Tag Archives: college
As we get ready for the summer season, I think about how we go through various seasons in life. We are reminded in Ecclesiastes 3:1 There is a time for everything, and a season for every activity under the heavens. As we watch our kids finish the school year and prepare for the summer, their physical transformation during these brief months can leave us baffled by the brevity of childhood. Just as the seasons change, our sons go through their seasons of emotional, mental, spiritual and physical change. Whether your son is in kindergarten, middle/high school or college, the season of his life will be filled with hope and challenges. While we wish we could easily prepare our sons for these transitions, we can’t predict with accuracy what will happen in each season of our son’s life.

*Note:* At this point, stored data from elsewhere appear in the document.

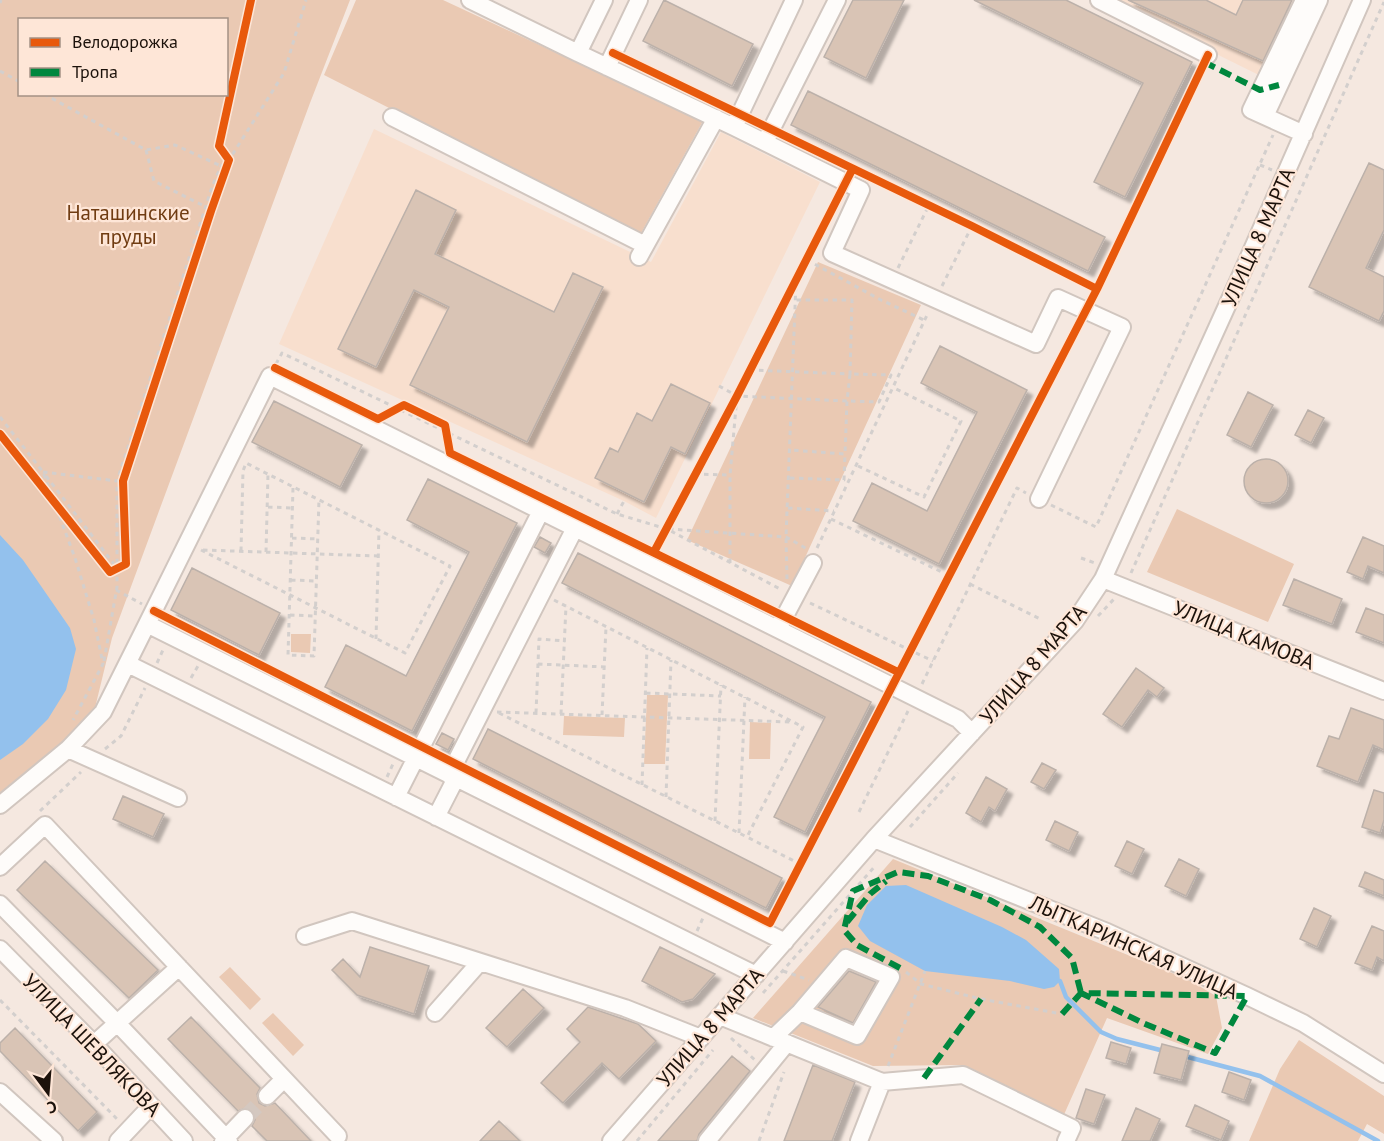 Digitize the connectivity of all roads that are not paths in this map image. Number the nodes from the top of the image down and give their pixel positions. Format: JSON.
{"nodes":[{"id":1,"x":470,"y":0,"type":"edge"},
{"id":2,"x":604,"y":0,"type":"edge"},
{"id":3,"x":639,"y":0,"type":"edge"},
{"id":4,"x":794,"y":0,"type":"edge"},
{"id":5,"x":837,"y":0,"type":"edge"},
{"id":6,"x":1099,"y":0,"type":"edge"},
{"id":7,"x":1304,"y":0,"type":"edge"},
{"id":8,"x":1319,"y":0,"type":"edge"},
{"id":9,"x":1362,"y":0,"type":"edge"},
{"id":10,"x":578,"y":53,"type":"junction"},
{"id":11,"x":1208,"y":55,"type":"dead end"},
{"id":12,"x":607,"y":67,"type":"junction"},
{"id":13,"x":392,"y":117,"type":"dead end"},
{"id":14,"x":716,"y":118,"type":"junction"},
{"id":15,"x":1272,"y":119,"type":"junction"},
{"id":16,"x":734,"y":126,"type":"junction"},
{"id":17,"x":1304,"y":134,"type":"junction"},
{"id":18,"x":765,"y":142,"type":"junction"},
{"id":19,"x":1039,"y":499,"type":"road end"},
{"id":20,"x":541,"y":511,"type":"junction"},
{"id":21,"x":575,"y":528,"type":"junction"},
{"id":22,"x":813,"y":563,"type":"dead end"},
{"id":23,"x":1103,"y":579,"type":"junction"},
{"id":24,"x":151,"y":618,"type":"junction"},
{"id":25,"x":778,"y":629,"type":"junction"},
{"id":26,"x":128,"y":664,"type":"junction"},
{"id":27,"x":1384,"y":691,"type":"edge"},
{"id":28,"x":972,"y":733,"type":"junction"},
{"id":29,"x":68,"y":749,"type":"junction"},
{"id":30,"x":416,"y":758,"type":"junction"},
{"id":31,"x":452,"y":776,"type":"junction"},
{"id":32,"x":396,"y":797,"type":"junction"},
{"id":33,"x":178,"y":798,"type":"dead end"},
{"id":34,"x":0,"y":805,"type":"edge"},
{"id":35,"x":436,"y":817,"type":"junction"},
{"id":36,"x":874,"y":839,"type":"junction"},
{"id":37,"x":0,"y":867,"type":"edge"},
{"id":38,"x":0,"y":904,"type":"edge"},
{"id":39,"x":305,"y":936,"type":"dead end"},
{"id":40,"x":784,"y":942,"type":"junction"},
{"id":41,"x":0,"y":949,"type":"edge"},
{"id":42,"x":480,"y":962,"type":"junction"},
{"id":43,"x":179,"y":967,"type":"junction"},
{"id":44,"x":756,"y":975,"type":"junction"},
{"id":45,"x":800,"y":1012,"type":"junction"},
{"id":46,"x":435,"y":1013,"type":"dead end"},
{"id":47,"x":727,"y":1020,"type":"junction"},
{"id":48,"x":118,"y":1024,"type":"junction"},
{"id":49,"x":701,"y":1038,"type":"junction"},
{"id":50,"x":780,"y":1041,"type":"junction"},
{"id":51,"x":94,"y":1044,"type":"junction"},
{"id":52,"x":1384,"y":1074,"type":"edge"},
{"id":53,"x":284,"y":1079,"type":"junction"},
{"id":54,"x":882,"y":1082,"type":"junction"},
{"id":55,"x":0,"y":1092,"type":"edge"},
{"id":56,"x":267,"y":1096,"type":"tunnel mouth"},
{"id":57,"x":151,"y":1106,"type":"junction"},
{"id":58,"x":245,"y":1118,"type":"tunnel mouth"},
{"id":59,"x":123,"y":1136,"type":"edge"},
{"id":60,"x":338,"y":1136,"type":"dead end"},
{"id":61,"x":226,"y":1140,"type":"edge"},
{"id":62,"x":54,"y":1141,"type":"edge"},
{"id":63,"x":184,"y":1141,"type":"edge"},
{"id":64,"x":610,"y":1141,"type":"edge"},
{"id":65,"x":707,"y":1141,"type":"edge"},
{"id":66,"x":859,"y":1141,"type":"edge"},
{"id":67,"x":1066,"y":1141,"type":"edge"}],
"edges":[{"from":1,"to":10,"type":"street"},
{"from":2,"to":10,"type":"street"},
{"from":3,"to":12,"type":"street"},
{"from":4,"to":16,"type":"street"},
{"from":5,"to":18,"type":"street"},
{"from":6,"to":11,"type":"street"},
{"from":7,"to":15,"type":"street"},
{"from":8,"to":15,"type":"street"},
{"from":9,"to":17,"type":"street","name":"УЛИЦА 8 МАРТА"},
{"from":10,"to":12,"type":"street"},
{"from":12,"to":14,"type":"street"},
{"from":13,"to":14,"type":"street"},
{"from":14,"to":16,"type":"street"},
{"from":15,"to":17,"type":"street"},
{"from":16,"to":18,"type":"street"},
{"from":17,"to":23,"type":"street","name":"УЛИЦА 8 МАРТА"},
{"from":18,"to":19,"type":"street"},
{"from":20,"to":21,"type":"street"},
{"from":20,"to":24,"type":"street"},
{"from":20,"to":30,"type":"street"},
{"from":21,"to":25,"type":"street"},
{"from":21,"to":31,"type":"street"},
{"from":22,"to":25,"type":"street"},
{"from":23,"to":27,"type":"street","name":"УЛИЦА КАМОВА"},
{"from":23,"to":28,"type":"street","name":"УЛИЦА 8 МАРТА"},
{"from":24,"to":26,"type":"street"},
{"from":24,"to":30,"type":"street"},
{"from":25,"to":28,"type":"street"},
{"from":26,"to":29,"type":"street"},
{"from":26,"to":32,"type":"street"},
{"from":28,"to":36,"type":"street","name":"УЛИЦА 8 МАРТА"},
{"from":29,"to":33,"type":"street"},
{"from":29,"to":34,"type":"street"},
{"from":30,"to":31,"type":"street"},
{"from":30,"to":32,"type":"street"},
{"from":31,"to":35,"type":"street"},
{"from":31,"to":40,"type":"street"},
{"from":32,"to":35,"type":"street"},
{"from":35,"to":44,"type":"street"},
{"from":36,"to":40,"type":"street","name":"УЛИЦА 8 МАРТА"},
{"from":36,"to":52,"type":"street","name":"ЛЫТКАРИНСКАЯ УЛИЦА"},
{"from":37,"to":43,"type":"street"},
{"from":38,"to":48,"type":"street"},
{"from":39,"to":42,"type":"street"},
{"from":40,"to":44,"type":"street","name":"УЛИЦА 8 МАРТА"},
{"from":41,"to":51,"type":"street","name":"УЛИЦА ШЕВЛЯКОВА"},
{"from":42,"to":46,"type":"street"},
{"from":42,"to":49,"type":"street"},
{"from":43,"to":48,"type":"street"},
{"from":43,"to":53,"type":"street"},
{"from":44,"to":47,"type":"street","name":"УЛИЦА 8 МАРТА"},
{"from":45,"to":45,"type":"street"},
{"from":45,"to":50,"type":"street"},
{"from":47,"to":49,"type":"street","name":"УЛИЦА 8 МАРТА"},
{"from":47,"to":50,"type":"street"},
{"from":48,"to":51,"type":"street"},
{"from":48,"to":61,"type":"street"},
{"from":49,"to":64,"type":"street","name":"УЛИЦА 8 МАРТА"},
{"from":50,"to":54,"type":"street"},
{"from":50,"to":65,"type":"street"},
{"from":51,"to":57,"type":"street","name":"УЛИЦА ШЕВЛЯКОВА"},
{"from":53,"to":56,"type":"street"},
{"from":53,"to":60,"type":"street"},
{"from":54,"to":66,"type":"street"},
{"from":54,"to":67,"type":"street"},
{"from":55,"to":62,"type":"street"},
{"from":57,"to":59,"type":"street"},
{"from":57,"to":63,"type":"street","name":"УЛИЦА ШЕВЛЯКОВА"},
{"from":58,"to":61,"type":"street"}]}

A few years ago, middle school felt like the coldest winter ever. Like a harsh winter season, my son’s school year was unpredictable and arduous. As a parent, sometimes all I could do was offer support and encouragement while feeling helpless and unproductive. There were days the more I tried to help, the more he resisted. I learned to adapt to my son’s changes by being consistent with my presence without being overbearing. As my son grew older and learned how to manage his emotions, I also learned how to manage our mother-son relationship. I learned to be present when he was talking and when he needed me to guide, coach or direct him.
I learned to appreciate the seasons of my son’s life. Parenting doesn’t prepare you for unexpected power struggles, the moments of uncertainty, or the quiet emotional storms. Someone once told me, “Raising boys is deceptively simple”, and I agree that sometimes we make assumptions about the emotional lives of boys.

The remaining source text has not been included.